Load 32 bytes as u8x32
Compare with splat_u8x32(target) using .== to get a match vector
movemask() collapses the vector comparison to a single i32 bitmask
If mask is 0: no matches in this chunk, skip ahead 32 bytes (fast path)
If mask is nonzero: scan the 32 bytes individually (slow path, but rare)
Scalar tail: handle remaining bytes that do not fill a full 32-byte chunk

The fast path processes 32 bytes in about 3 instructions. On typical text, 90-99% of chunks take the fast path.

Why not extract individual bit positions?

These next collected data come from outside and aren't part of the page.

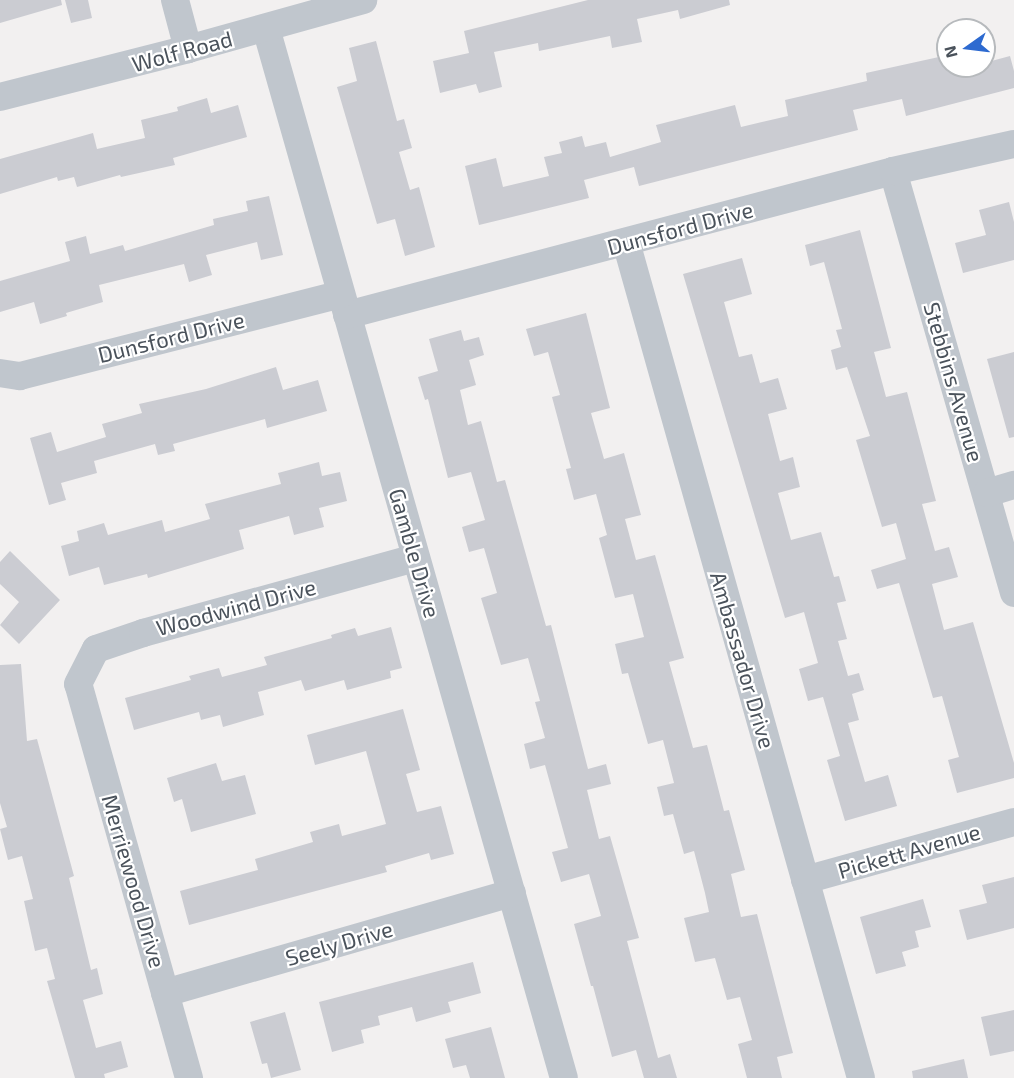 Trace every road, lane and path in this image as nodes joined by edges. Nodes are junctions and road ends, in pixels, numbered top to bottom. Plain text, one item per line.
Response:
1 (175, 0) edge
2 (363, 0) edge
3 (266, 28) junction
4 (188, 50) junction
5 (0, 97) edge
6 (1014, 144) edge
7 (893, 171) junction
8 (626, 242) junction
9 (344, 304) junction
10 (0, 373) edge
11 (1014, 485) edge
12 (987, 493) junction
13 (416, 558) junction
14 (1014, 593) edge
15 (78, 684) joint
16 (1014, 822) edge
17 (805, 880) junction
18 (512, 893) junction
19 (165, 993) junction
20 (189, 1078) edge
21 (564, 1078) edge
22 (861, 1078) edge

1 - 4 street
2 - 3 street, Wolf Road
3 - 4 street, Wolf Road
3 - 9 street, Gamble Drive
4 - 5 street, Wolf Road
6 - 7 street, Dunsford Drive
7 - 8 street, Dunsford Drive
7 - 12 street, Stebbins Avenue
8 - 9 street, Dunsford Drive
8 - 17 street, Ambassador Drive
9 - 10 street, Dunsford Drive
9 - 13 street, Gamble Drive
11 - 12 street
12 - 14 street, Stebbins Avenue
13 - 15 street, Woodwind Drive
13 - 18 street, Gamble Drive
15 - 19 street, Merriewood Drive
16 - 17 street, Pickett Avenue
17 - 22 street, Ambassador Drive
18 - 19 street, Seely Drive
18 - 21 street, Gamble Drive
19 - 20 street, Merriewood Drive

Eä has element-wise vector shift operators (.<<, .>>), but movemask returns a scalar i32 bitmask. Extracting individual bit positions from a scalar requires scalar bitwise operations (&, >>) which work on i32 values. When a chunk contains matches, fall back to byte-by-byte scanning within that 32-byte window. This is still fast because:

Hot chunks are rare (most text is not your target character)
The 32-byte scan is a tight loop that fits in L1 cache
The overall speedup comes from skipping cold chunks, not from optimizing hot ones

ARM portability

movemask is an x86-only intrinsic (it maps to vpmovmskb). On ARM/NEON, there is no equivalent single instruction. For portable kernels, write separate x86 and ARM versions:

x86: use u8x32 + movemask as shown above
ARM: use u8x16 with scalar fallback, or structure the algorithm to avoid needing a bitmask

See ARM / NEON for details on architecture-specific intrinsics.

CSV parsing

CSV parsing combines the chunk-skip pattern with state tracking. You need to find commas and newlines while respecting quoted fields -- a comma inside quotes is not a delimiter.

The approach:

Scan for quote characters (") using chunk-skip to track quote state
Scan for delimiters (, and \n) using chunk-skip, filtering by quote state
Parse numeric fields from the delimited regions

This is compute-bound because each byte potentially involves comparison against multiple target characters plus state logic -- exactly the kind of branching work that NumPy cannot vectorize.

For a complete CSV statistics package built on this pattern, see eastat.

Tips

Buffer alignment: SIMD loads from unaligned addresses work but may be slower on older hardware. If you control the buffer, align to 32 bytes.
Tail handling: always include a scalar loop for the last n % 32 bytes. Forgetting the tail is the most common bug in SIMD text processing.
Multi-character search: to find any of several characters (e.g., <, >, & for HTML), do multiple .== comparisons and combine with .| before the movemask.